The simplified choice has always been distance-vector, or link state. Are they a better attempt at one of these? Some new idea?
You have three devices at home, A, B and C.
Only device A have Internet connection and can connect to public Yggdrasil node. B can connect only to A and C. C can connect only to B.
Have Yggdrasil installed on all of them (and tell Yggdrasil about the peers), all devices would have access to full Yggdrasil network.
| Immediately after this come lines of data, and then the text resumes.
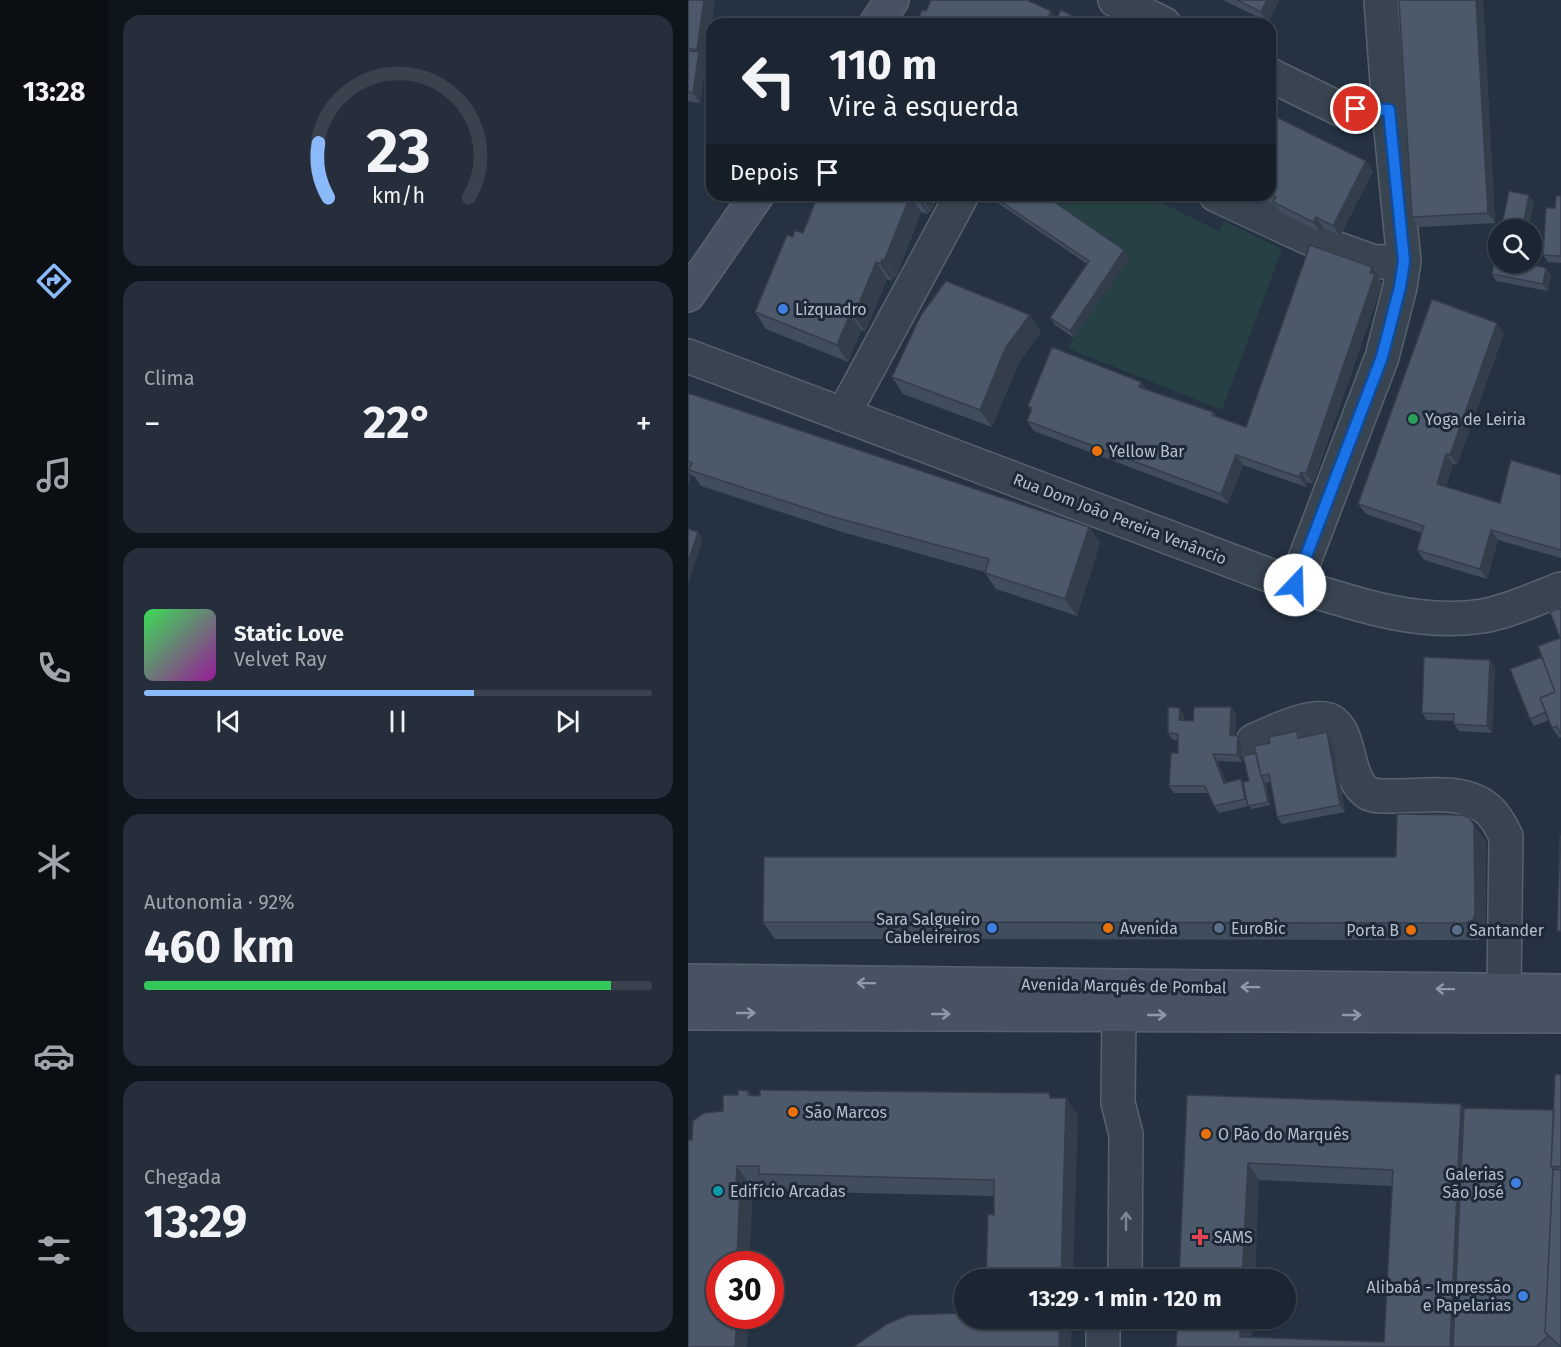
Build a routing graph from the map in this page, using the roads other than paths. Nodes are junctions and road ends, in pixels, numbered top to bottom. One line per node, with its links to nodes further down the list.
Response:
1 (892, 0): 4 (main road)
2 (1115, 0): 5 (street)
3 (1381, 0): 7 (street)
4 (880, 18)
5 (1152, 18)
6 (1276, 78): 7 (street)
7 (1389, 110): 11 (street)
8 (753, 201): 12 (main road)
9 (959, 201): 14 (street)
10 (1229, 201): 11 (street)
11 (1404, 261): 15 (street)
12 (688, 294)
13 (688, 356): 14 (street, Rua Dom João Pereira Venâncio)
14 (844, 415): 15 (street, Rua Dom João Pereira Venâncio)
15 (1295, 585): 16 (street, Rua Dom João Pereira Venâncio)
16 (1561, 589)
17 (1253, 741): 19 (street)
18 (688, 981): 19 (main road, Avenida Marquês de Pombal, one-way to 18)
19 (1504, 990): 20 (main road, Avenida Marquês de Pombal)
20 (1561, 991)
21 (688, 1013): 22 (main road, Avenida Marquês de Pombal, one-way to 22)
22 (1118, 1014): 23 (main road, Avenida Marquês de Pombal, one-way to 23); 24 (street)
23 (1561, 1016)
24 (1118, 1103): 25 (street); 26 (street, one-way to 24)
25 (1104, 1269)
26 (1125, 1269)
27 (1103, 1329): 29 (street)
28 (1125, 1329): 30 (street)
29 (1103, 1347)
30 (1125, 1347)

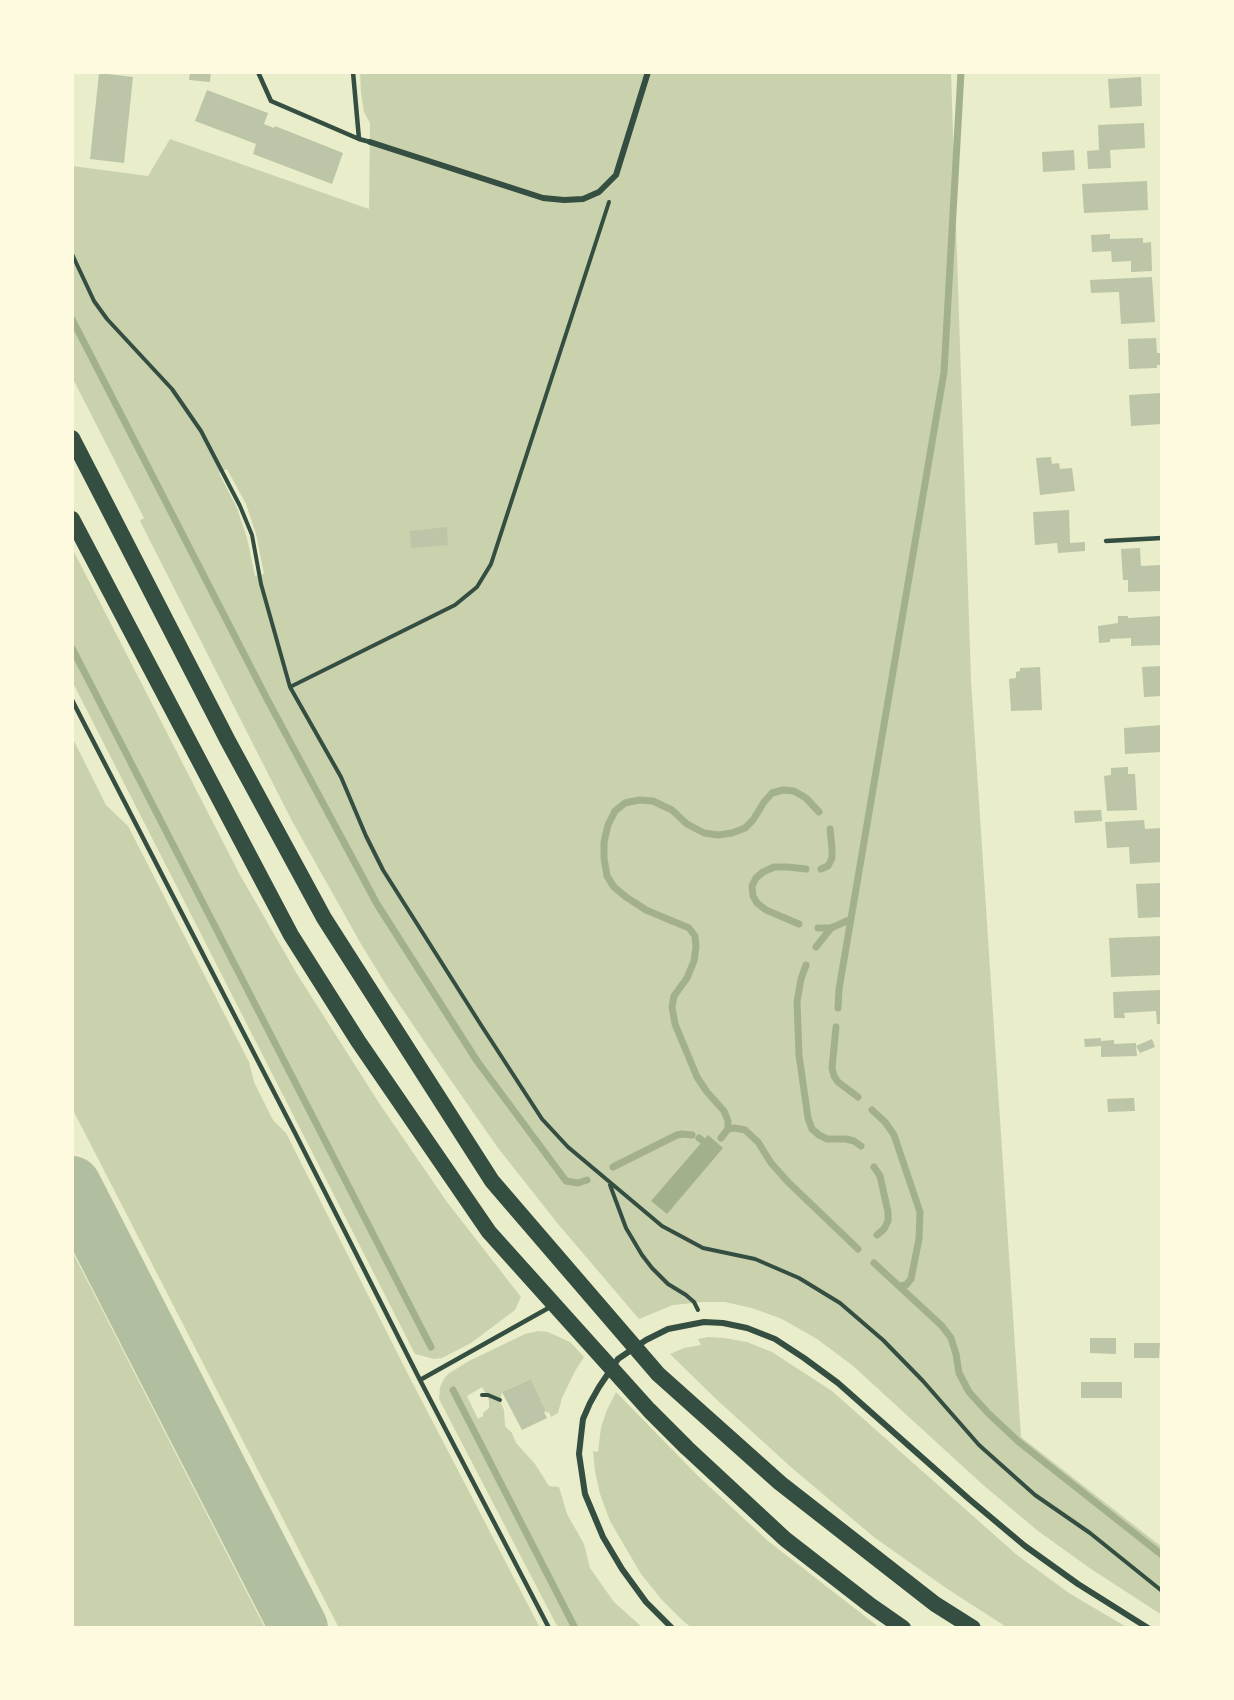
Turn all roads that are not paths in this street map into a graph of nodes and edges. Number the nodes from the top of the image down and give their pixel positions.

The novelty is that routing is based on cryptographic identity. Yggdrasil's IPv6 addresses are actually truncated representations of public keys. You configure the Yggdrasil software with a list of peers which it connects to over normal internet, but then when you route a Yggdrasil address your device talks to all its peers, who talk to their peers and so on until they find your destination. As I understand it, they optimize it by caching the routing information and using bloom filters to find the appropriate peer.
This project by mwarning42 is meant to test Mobile Ad-Hoc Mesh routing protocols. Out of the box supported are Babel, B.A.T.M.A.N.-adv, OLSR1, OLSR2, BMX6, BMX7, Yggdrasil and CJDNS.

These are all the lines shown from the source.